Diese Formel würde Schweden deutlich besser stellen als der ursprüngliche Kommissionsvorschlag, da ein Großteil der schwedischen Staueinnahmen aus dem internen Nord-Süd-Gefälle im eigenen Land stammt und damit unter die nationale Kategorie fallen würde. Ob dieser Ansatz ausreicht, um den Konflikt Strom vollständig zu entschärfen, bleibt jedoch abzuwarten. Stockholm hat bisher keine offizielle Stellungnahme zu dem durchgesickerten Dokument abgegeben.

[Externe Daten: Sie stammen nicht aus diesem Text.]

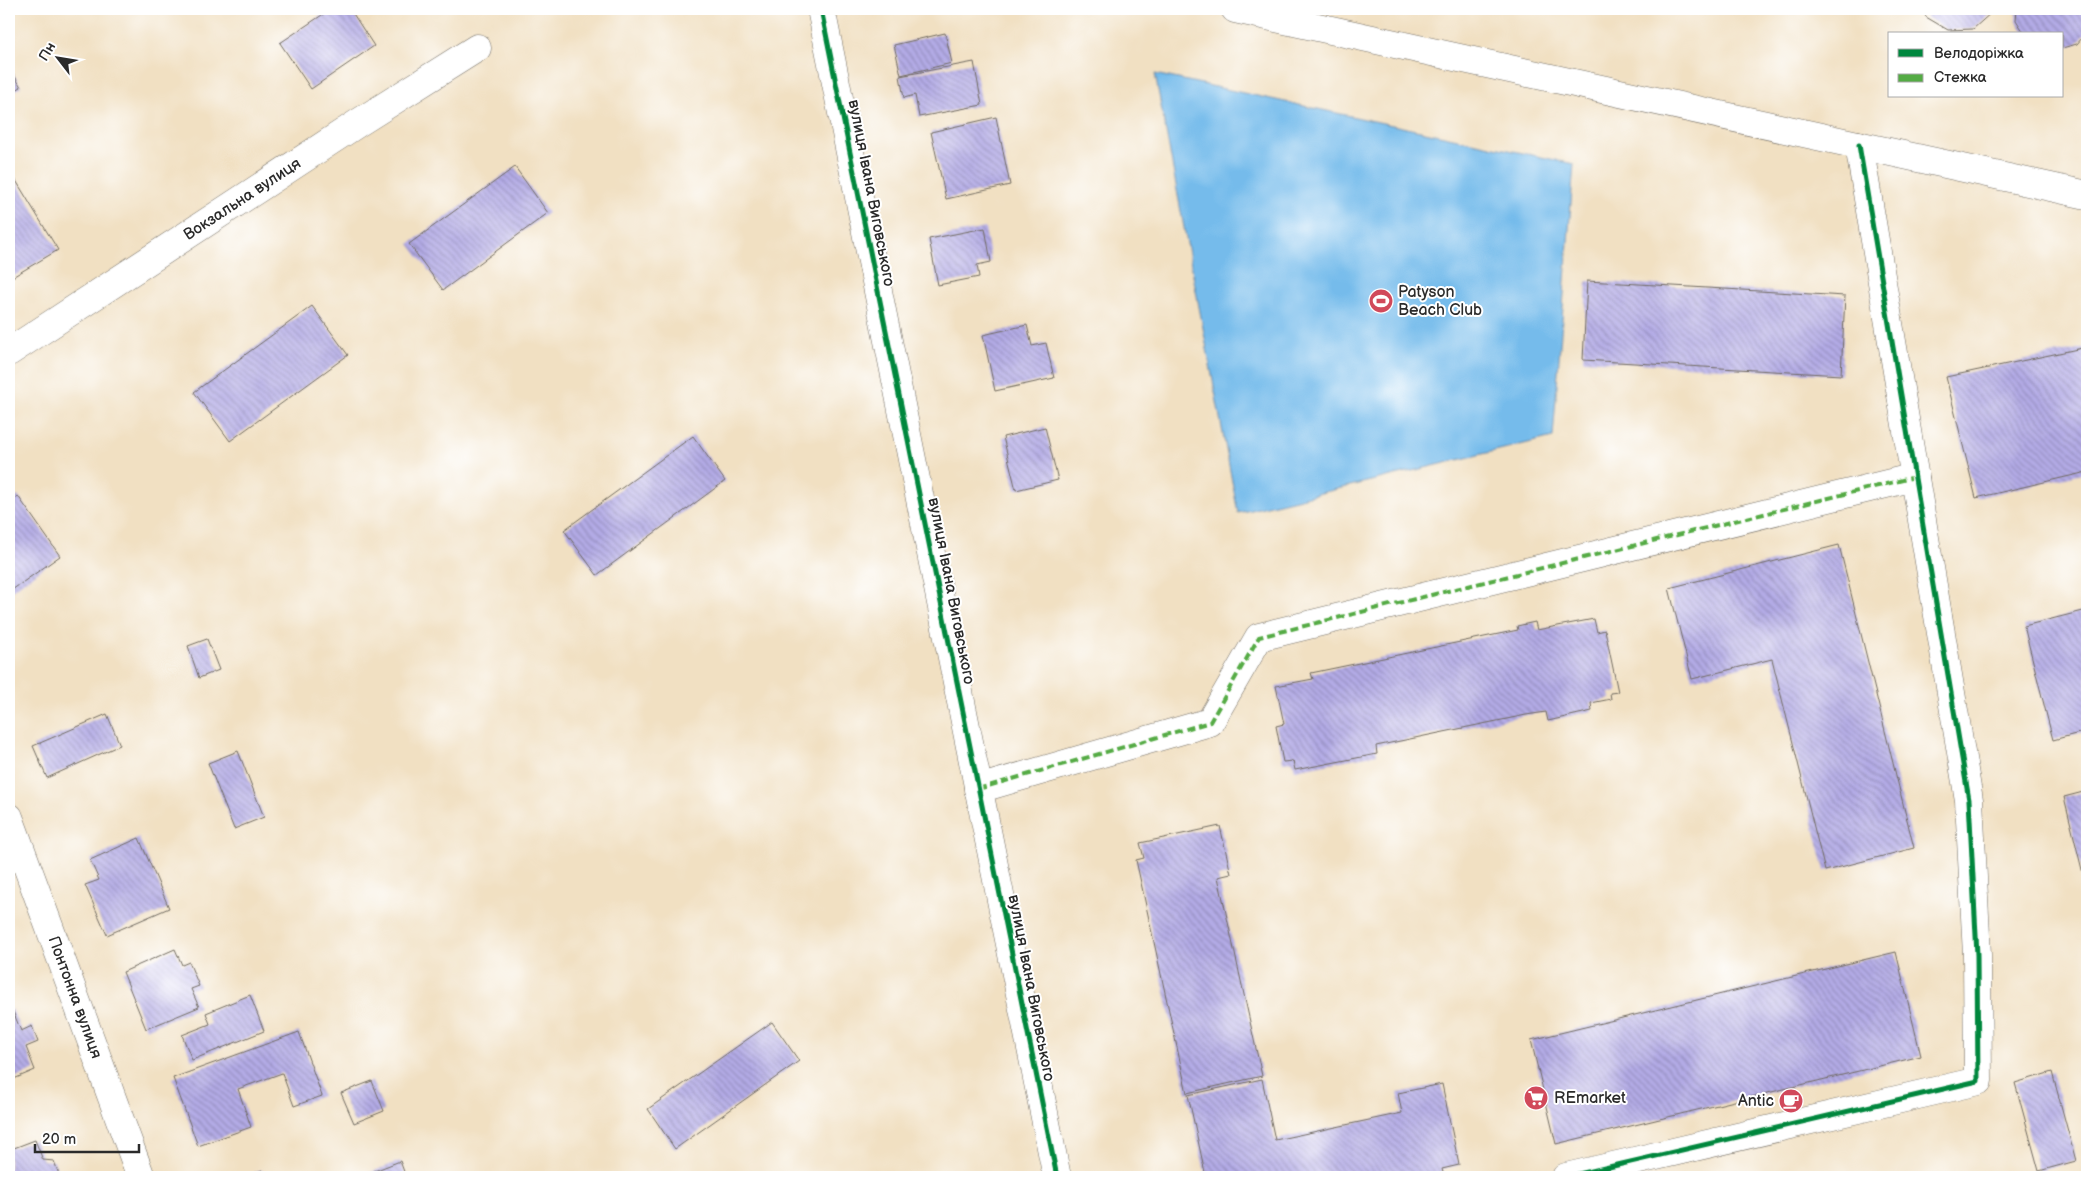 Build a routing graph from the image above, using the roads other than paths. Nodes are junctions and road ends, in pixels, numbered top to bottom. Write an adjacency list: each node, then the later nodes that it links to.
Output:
1 (821, 9): 8 (street, вулиця Івана Виговського)
2 (1235, 9): 4 (street)
3 (477, 48): 6 (street, Вокзальна вулиця)
4 (1859, 145): 5 (street); 7 (street)
5 (2087, 195)
6 (9, 352)
7 (1914, 477): 8 (street); 12 (street)
8 (978, 789): 11 (street, вулиця Івана Виговського)
9 (9, 817): 10 (street, Понтонна вулиця)
10 (141, 1177)
11 (1056, 1177)
12 (1566, 1177) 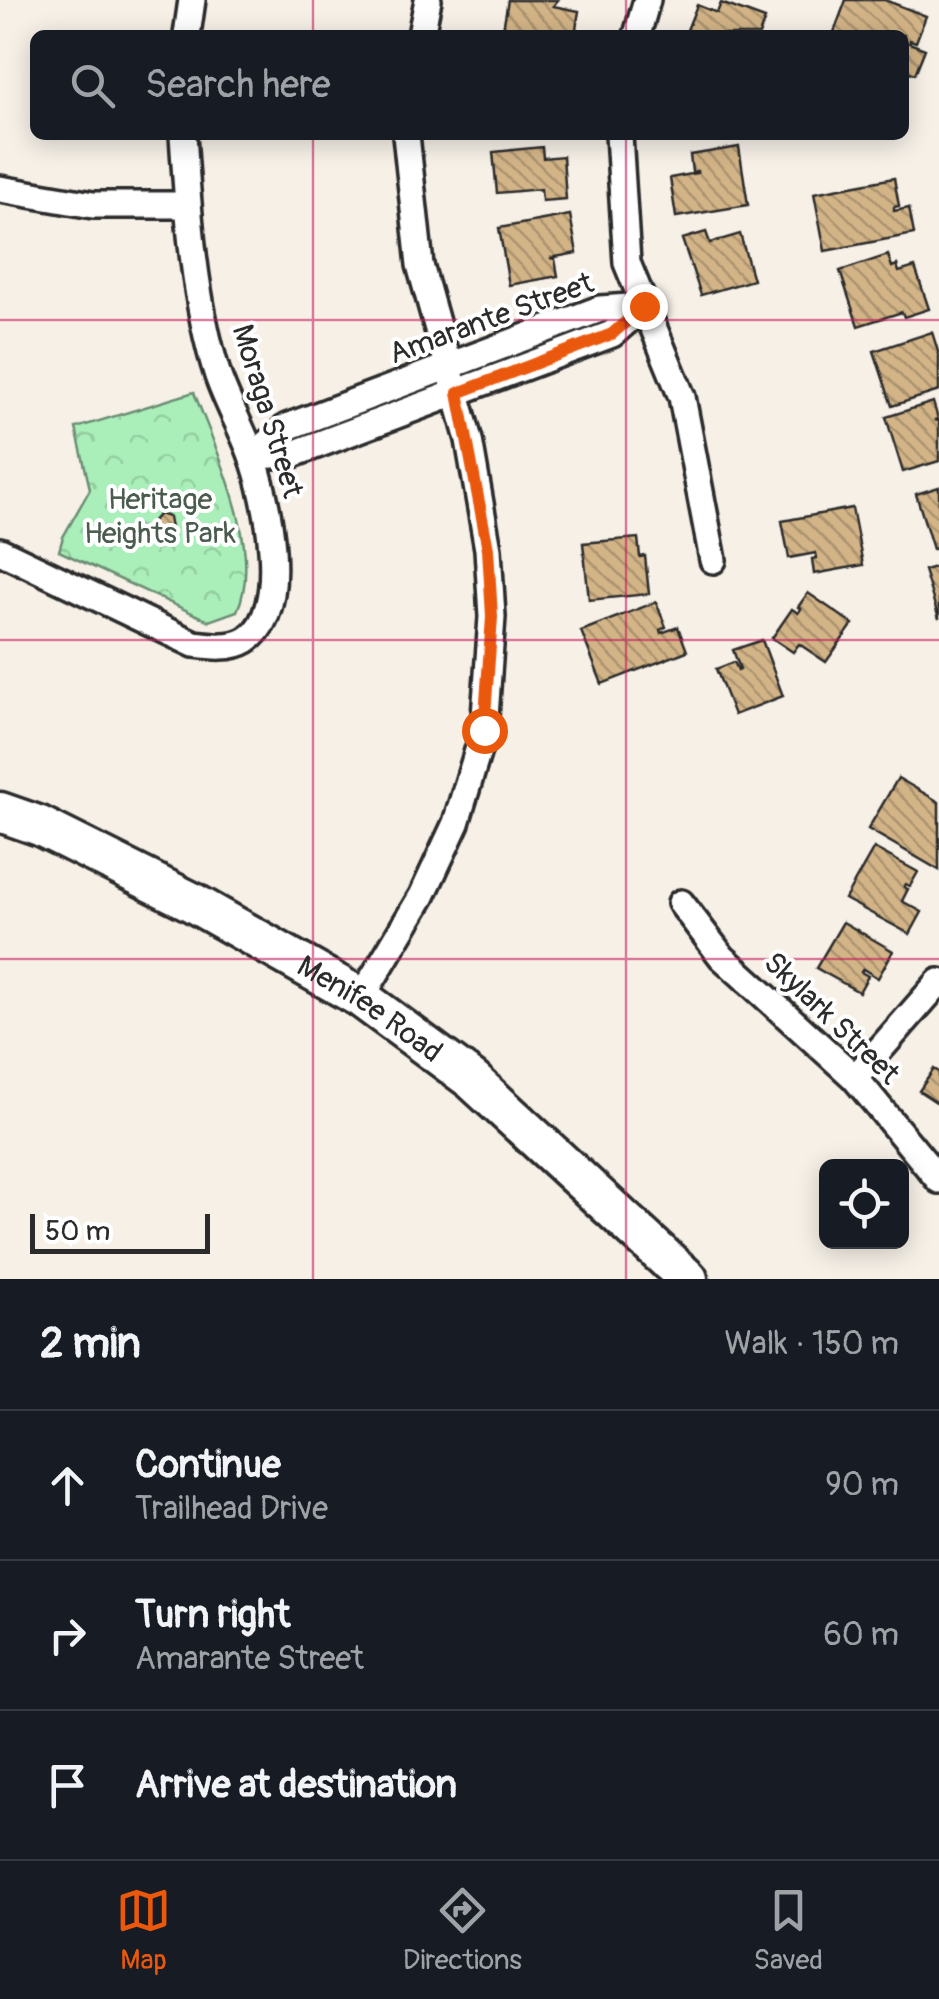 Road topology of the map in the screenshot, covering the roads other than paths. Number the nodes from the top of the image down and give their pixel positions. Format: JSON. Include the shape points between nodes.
{"nodes":[{"id":1,"x":192,"y":0,"type":"edge"},
{"id":2,"x":428,"y":0,"type":"edge"},
{"id":3,"x":647,"y":0,"type":"edge"},
{"id":4,"x":188,"y":30,"type":"edge"},
{"id":5,"x":422,"y":30,"type":"edge"},
{"id":6,"x":638,"y":30,"type":"edge"},
{"id":7,"x":183,"y":140,"type":"edge"},
{"id":8,"x":407,"y":140,"type":"edge"},
{"id":9,"x":618,"y":140,"type":"edge"},
{"id":10,"x":0,"y":188,"type":"edge"},
{"id":11,"x":187,"y":205,"type":"junction"},
{"id":12,"x":644,"y":306,"type":"junction"},
{"id":13,"x":448,"y":367,"type":"junction"},
{"id":14,"x":458,"y":393,"type":"junction"},
{"id":15,"x":252,"y":456,"type":"junction"},
{"id":16,"x":0,"y":551,"type":"edge"},
{"id":17,"x":713,"y":560,"type":"dead end"},
{"id":18,"x":0,"y":812,"type":"edge"},
{"id":19,"x":681,"y":902,"type":"dead end"},
{"id":20,"x":939,"y":982,"type":"edge"},
{"id":21,"x":361,"y":998,"type":"junction"},
{"id":22,"x":855,"y":1078,"type":"junction"},
{"id":23,"x":939,"y":1180,"type":"edge"},
{"id":24,"x":688,"y":1279,"type":"edge"}],
"edges":[{"from":1,"to":4,"type":"street"},
{"from":2,"to":5,"type":"street"},
{"from":3,"to":6,"type":"street"},
{"from":7,"to":11,"type":"street","name":"Moraga Street"},
{"from":8,"to":13,"type":"street","via":[[420,266]]},
{"from":9,"to":12,"type":"street","via":[[626,263]]},
{"from":10,"to":11,"type":"street","via":[[92,205]]},
{"from":11,"to":15,"type":"street","name":"Moraga Street","via":[[218,376]]},
{"from":12,"to":13,"type":"street","name":"Amarante Street","via":[[600,309]]},
{"from":12,"to":14,"type":"street","name":"Amarante Street","via":[[612,334]]},
{"from":12,"to":17,"type":"street","via":[[682,397]]},
{"from":13,"to":14,"type":"street"},
{"from":13,"to":15,"type":"street","name":"Amarante Street","via":[[287,427]]},
{"from":14,"to":15,"type":"street","name":"Amarante Street","via":[[293,454]]},
{"from":14,"to":21,"type":"street","via":[[488,549],[492,617],[484,730],[449,838]]},
{"from":15,"to":16,"type":"street","name":"Moraga Street","via":[[274,586],[266,616],[246,640],[194,644]]},
{"from":18,"to":21,"type":"main road","name":"Menifee Road","via":[[192,902]]},
{"from":19,"to":22,"type":"street","name":"Skylark Street","via":[[722,957]]},
{"from":20,"to":22,"type":"street"},
{"from":21,"to":24,"type":"main road","name":"Menifee Road","via":[[472,1080]]},
{"from":22,"to":23,"type":"street","name":"Skylark Street"}]}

Was der Streit für Europas Energiezukunft bedeutet
Der Konflikt Strom zwischen Schweden und der EU-Kommission steht exemplarisch für eine tiefere Spannung, die den gesamten europäischen Energiebinnenmarkt zunehmend prägt. Einerseits drängt Brüssel darauf, grenzüberschreitende Infrastrukturen gemeinsam zu finanzieren und den Energiebinnenmarkt enger zu verzahnen. Andererseits bestehen Mitgliedstaaten auf ihrem Recht, national erwirtschaftete Einnahmen auch für nationale Zwecke einzusetzen – insbesondere dann, wenn der eigene Investitionsbedarf erheblich ist.